Don't Outsource It! Learning from Reporting

Workshops can produce walls full of flipcharts, if they are designed to create these artifacts from the various discussions and group work. We rarely run an activity that does not have a capture element as we find it helps groups make their thinking explicit, creates an external object (the flipchart, slide, drawing) that they can discuss and debate, and keeps people clear on the topic or question of the discussion. These flipcharts also help the reporting process and help people recognize their own words in the final record of their work together.

It's on the reporting process that I want to focus in this post. We're starting to work with a new partner this week with whom we're doing the design, and will eventually deliver, a two-day workshop at the end of the month. We were asked if we would also write up the report at the end of the meeting. This particular request we had to decline.
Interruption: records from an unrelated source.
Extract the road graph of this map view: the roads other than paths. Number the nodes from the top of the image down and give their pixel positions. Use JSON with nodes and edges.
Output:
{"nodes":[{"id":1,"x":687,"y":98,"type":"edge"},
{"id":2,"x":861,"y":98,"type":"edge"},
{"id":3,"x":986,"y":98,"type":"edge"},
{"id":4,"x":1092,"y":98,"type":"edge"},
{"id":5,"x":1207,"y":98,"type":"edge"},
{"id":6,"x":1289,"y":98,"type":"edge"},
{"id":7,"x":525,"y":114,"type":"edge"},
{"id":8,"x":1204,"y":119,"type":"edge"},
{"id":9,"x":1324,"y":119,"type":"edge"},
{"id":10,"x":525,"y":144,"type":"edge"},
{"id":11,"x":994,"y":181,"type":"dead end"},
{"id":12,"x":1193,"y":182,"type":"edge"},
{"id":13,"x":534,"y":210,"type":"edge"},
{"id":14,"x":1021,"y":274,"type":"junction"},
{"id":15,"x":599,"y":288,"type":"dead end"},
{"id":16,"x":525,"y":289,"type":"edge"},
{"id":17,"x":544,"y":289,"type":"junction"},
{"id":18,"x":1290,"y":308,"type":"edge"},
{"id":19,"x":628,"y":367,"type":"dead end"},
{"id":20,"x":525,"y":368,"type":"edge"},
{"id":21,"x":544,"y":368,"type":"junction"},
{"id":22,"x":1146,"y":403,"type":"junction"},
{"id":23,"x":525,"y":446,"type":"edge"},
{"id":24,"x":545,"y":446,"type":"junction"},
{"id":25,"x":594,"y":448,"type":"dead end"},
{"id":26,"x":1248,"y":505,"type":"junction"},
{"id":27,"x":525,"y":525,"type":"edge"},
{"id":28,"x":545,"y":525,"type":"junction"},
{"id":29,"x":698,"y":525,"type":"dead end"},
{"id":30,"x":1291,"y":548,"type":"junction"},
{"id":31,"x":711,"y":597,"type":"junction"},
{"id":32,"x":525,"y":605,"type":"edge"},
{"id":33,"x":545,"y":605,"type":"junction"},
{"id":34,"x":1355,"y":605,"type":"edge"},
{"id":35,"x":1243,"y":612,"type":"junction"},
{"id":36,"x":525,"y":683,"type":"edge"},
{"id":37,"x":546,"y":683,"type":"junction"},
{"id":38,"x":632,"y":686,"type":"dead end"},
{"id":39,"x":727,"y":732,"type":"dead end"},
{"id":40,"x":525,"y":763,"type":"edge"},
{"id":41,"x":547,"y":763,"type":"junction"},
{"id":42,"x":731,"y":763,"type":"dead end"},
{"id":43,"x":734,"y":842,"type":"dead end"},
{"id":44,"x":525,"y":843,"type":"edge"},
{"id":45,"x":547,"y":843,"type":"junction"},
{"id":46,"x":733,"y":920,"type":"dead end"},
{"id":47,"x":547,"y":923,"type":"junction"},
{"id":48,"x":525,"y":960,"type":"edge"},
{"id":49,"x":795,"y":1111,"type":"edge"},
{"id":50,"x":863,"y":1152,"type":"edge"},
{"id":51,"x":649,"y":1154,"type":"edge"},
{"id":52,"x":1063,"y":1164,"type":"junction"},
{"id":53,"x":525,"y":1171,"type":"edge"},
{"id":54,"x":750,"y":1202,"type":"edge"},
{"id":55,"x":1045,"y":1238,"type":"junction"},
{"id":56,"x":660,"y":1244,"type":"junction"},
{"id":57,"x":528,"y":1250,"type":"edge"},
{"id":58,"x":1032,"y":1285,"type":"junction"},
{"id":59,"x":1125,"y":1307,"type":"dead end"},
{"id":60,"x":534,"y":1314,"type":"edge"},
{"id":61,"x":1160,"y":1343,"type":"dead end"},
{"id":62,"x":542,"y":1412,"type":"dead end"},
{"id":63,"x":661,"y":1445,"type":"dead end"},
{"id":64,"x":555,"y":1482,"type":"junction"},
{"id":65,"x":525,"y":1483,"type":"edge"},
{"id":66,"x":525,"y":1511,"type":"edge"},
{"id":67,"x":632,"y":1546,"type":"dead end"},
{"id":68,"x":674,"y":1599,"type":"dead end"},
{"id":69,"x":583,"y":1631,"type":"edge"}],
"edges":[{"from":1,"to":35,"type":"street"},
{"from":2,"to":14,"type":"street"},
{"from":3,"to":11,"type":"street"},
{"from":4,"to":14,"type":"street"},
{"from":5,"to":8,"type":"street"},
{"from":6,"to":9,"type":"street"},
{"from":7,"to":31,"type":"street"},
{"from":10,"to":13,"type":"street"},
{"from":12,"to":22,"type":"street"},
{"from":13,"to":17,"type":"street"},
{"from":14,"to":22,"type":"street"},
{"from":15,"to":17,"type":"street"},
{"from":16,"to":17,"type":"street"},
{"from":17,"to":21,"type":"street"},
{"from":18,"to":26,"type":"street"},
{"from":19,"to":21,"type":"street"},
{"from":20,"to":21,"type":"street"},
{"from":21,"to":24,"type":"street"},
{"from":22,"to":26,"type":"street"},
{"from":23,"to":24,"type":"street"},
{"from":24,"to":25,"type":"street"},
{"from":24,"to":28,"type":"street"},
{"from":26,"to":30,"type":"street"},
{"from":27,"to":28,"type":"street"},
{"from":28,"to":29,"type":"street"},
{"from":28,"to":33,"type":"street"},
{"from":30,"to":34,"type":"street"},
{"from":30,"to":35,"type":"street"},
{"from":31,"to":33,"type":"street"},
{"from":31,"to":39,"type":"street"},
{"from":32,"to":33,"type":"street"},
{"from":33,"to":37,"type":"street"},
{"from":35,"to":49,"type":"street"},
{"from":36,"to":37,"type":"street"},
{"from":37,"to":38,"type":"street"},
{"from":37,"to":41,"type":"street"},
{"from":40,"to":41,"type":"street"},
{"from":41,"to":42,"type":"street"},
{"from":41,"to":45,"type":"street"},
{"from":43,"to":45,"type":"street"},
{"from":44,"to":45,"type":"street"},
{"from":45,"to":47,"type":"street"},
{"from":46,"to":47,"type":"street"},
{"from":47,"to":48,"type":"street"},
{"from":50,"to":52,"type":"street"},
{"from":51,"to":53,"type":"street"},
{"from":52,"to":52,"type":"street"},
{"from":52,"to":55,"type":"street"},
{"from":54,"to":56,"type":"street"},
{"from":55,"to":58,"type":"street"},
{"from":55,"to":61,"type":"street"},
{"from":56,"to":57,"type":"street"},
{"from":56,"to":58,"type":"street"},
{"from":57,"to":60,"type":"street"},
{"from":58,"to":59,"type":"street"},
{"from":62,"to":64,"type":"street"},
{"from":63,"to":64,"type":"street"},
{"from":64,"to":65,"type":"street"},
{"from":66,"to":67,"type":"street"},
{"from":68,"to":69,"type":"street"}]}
Writing up the final report from a workshop or discussion is one of the deep learning opportunities that these kinds of events provide. To externalise this learning to an outside team means that part of the value of the event goes with them when they leave. Quite apart from structuring the report content (much of which is done with a logical workshop design), thinking into the concepts, identifying patterns, unearthing potential contradictions or differences in understanding, can all be used to go back to the team to continue the learning and conversation on the topic. It gives the host or manager (or someone in his/her team) a feeling for the nuances of the discussion that simply reading the report would not necessarily provide. It also puts their fingerprints and style on the report, and the act of synthesizing content and repackaging it into narrative form (like writing a blog post), helps them remember it.

Reporting might seem like a part of the workshop process that you want to outsource, but think again. This parts really embeds the learning so it can be used later, which presumably is one of the reasons to hold the event in the first place!

3 comments:

Anonymous said...

Good advice. Thank you!

I've found from experience that it is usually well worth making time for the workshop "owners" to do a simply structured debrief immediately afterward. Some of the most useful insights and learnings emerge and make it clear what the subsequent report should focus on.

Gillian Martin Mehers said...

Hi Jack, Thanks for your comment! Indeed that conversation (hot feedback) can draw on people's most immediate reactions. I remembered hearing people talk about an After Action Review (and we have done it once or twice under that moniker). I just googled it and was interesting to find out that After Action Reviews (AARs) were designed by the military and used for reflection and review. There is an interesting description on wikipedia on this. I like the idea of cross-sector learning: http://en.wikipedia.org/wiki/After_Action_Review
cheers, Gillian

CHUCKPNH said...

As an (extreme) extension of this, I have found the use of an "historian" during a change process to be exceedingly useful. The historian interviews and works with the change leaders and agents and by asking them to articulate what is happening, why and how helps them to better see and understand what is working, progress being made, key strategies, etc. as well as preserving an in situ record of the change and its process less tainted by retrospectives created in the future.